[Start of section]
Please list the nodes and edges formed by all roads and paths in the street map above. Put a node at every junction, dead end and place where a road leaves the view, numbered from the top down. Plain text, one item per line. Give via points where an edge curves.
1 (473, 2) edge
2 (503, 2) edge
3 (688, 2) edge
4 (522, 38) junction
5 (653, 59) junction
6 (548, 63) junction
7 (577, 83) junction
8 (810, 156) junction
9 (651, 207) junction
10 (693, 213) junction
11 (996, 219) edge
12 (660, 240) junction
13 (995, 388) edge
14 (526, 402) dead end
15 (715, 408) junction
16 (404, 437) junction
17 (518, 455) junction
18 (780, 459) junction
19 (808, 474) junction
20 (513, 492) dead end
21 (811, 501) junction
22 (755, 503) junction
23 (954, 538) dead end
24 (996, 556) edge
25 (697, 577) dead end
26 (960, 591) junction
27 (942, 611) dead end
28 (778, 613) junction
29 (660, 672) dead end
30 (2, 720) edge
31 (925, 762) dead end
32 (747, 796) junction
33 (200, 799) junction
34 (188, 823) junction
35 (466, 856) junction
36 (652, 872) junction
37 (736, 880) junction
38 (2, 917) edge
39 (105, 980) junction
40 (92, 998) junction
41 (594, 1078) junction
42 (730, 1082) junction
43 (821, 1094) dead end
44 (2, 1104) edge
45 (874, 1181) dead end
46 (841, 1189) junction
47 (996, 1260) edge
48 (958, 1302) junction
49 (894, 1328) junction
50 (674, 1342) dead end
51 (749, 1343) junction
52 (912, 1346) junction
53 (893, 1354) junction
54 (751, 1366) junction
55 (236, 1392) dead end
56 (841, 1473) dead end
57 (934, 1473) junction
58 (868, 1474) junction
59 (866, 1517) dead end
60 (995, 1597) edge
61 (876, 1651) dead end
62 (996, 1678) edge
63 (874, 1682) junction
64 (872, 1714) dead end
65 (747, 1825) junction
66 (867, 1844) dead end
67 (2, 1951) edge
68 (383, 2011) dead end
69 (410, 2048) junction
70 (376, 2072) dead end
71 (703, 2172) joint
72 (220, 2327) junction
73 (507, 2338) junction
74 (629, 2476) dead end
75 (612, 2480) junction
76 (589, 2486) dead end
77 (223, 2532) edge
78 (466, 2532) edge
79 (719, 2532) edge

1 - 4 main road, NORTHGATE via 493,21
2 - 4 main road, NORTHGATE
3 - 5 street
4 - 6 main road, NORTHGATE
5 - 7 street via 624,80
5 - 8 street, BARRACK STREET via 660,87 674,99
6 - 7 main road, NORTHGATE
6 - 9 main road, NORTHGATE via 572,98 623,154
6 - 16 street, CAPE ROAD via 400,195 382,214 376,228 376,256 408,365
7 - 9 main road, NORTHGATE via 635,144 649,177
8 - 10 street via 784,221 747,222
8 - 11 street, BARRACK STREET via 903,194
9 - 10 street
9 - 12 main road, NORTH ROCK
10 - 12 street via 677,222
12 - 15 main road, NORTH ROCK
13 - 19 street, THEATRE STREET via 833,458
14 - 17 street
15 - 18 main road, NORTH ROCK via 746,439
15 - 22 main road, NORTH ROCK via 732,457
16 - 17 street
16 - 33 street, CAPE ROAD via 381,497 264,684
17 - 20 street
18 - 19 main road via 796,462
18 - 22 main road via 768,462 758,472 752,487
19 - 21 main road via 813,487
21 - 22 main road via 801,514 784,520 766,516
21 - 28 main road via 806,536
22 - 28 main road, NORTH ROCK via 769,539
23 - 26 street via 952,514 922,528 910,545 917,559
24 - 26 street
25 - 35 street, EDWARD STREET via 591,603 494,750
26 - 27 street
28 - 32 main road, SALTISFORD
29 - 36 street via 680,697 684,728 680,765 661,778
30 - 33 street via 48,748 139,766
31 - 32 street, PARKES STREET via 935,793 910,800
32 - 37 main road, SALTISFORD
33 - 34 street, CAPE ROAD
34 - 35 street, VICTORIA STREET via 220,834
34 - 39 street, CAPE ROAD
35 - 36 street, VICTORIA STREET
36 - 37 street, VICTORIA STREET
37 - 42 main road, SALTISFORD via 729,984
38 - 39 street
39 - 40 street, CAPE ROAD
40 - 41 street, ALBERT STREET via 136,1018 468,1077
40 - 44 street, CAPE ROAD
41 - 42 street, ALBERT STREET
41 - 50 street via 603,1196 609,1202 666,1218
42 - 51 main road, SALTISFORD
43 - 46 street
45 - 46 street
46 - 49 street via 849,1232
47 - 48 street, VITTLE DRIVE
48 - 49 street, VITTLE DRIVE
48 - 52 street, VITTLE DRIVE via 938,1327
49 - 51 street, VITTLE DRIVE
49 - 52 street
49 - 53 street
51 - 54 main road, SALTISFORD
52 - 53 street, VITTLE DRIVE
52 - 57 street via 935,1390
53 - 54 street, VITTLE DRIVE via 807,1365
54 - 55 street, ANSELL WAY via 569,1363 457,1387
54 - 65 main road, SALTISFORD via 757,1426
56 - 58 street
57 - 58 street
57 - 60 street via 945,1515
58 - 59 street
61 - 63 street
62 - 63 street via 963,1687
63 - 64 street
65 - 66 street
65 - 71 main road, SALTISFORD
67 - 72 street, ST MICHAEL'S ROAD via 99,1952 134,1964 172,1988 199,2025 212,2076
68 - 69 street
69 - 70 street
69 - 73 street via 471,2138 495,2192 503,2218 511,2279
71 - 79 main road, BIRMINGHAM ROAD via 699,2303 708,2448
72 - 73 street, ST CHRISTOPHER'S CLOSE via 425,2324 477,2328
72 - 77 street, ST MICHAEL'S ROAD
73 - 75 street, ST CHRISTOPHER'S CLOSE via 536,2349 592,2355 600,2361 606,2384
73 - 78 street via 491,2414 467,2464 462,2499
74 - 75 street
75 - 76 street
[End of section]
● **PROBLEM DETAILS**
All lines containing "ROCK" in the material above should appear in your reply, copied exactly.

● **EXERCISE SOLUTION**
9 - 12 main road, NORTH ROCK
12 - 15 main road, NORTH ROCK
15 - 18 main road, NORTH ROCK via 746,439
15 - 22 main road, NORTH ROCK via 732,457
22 - 28 main road, NORTH ROCK via 769,539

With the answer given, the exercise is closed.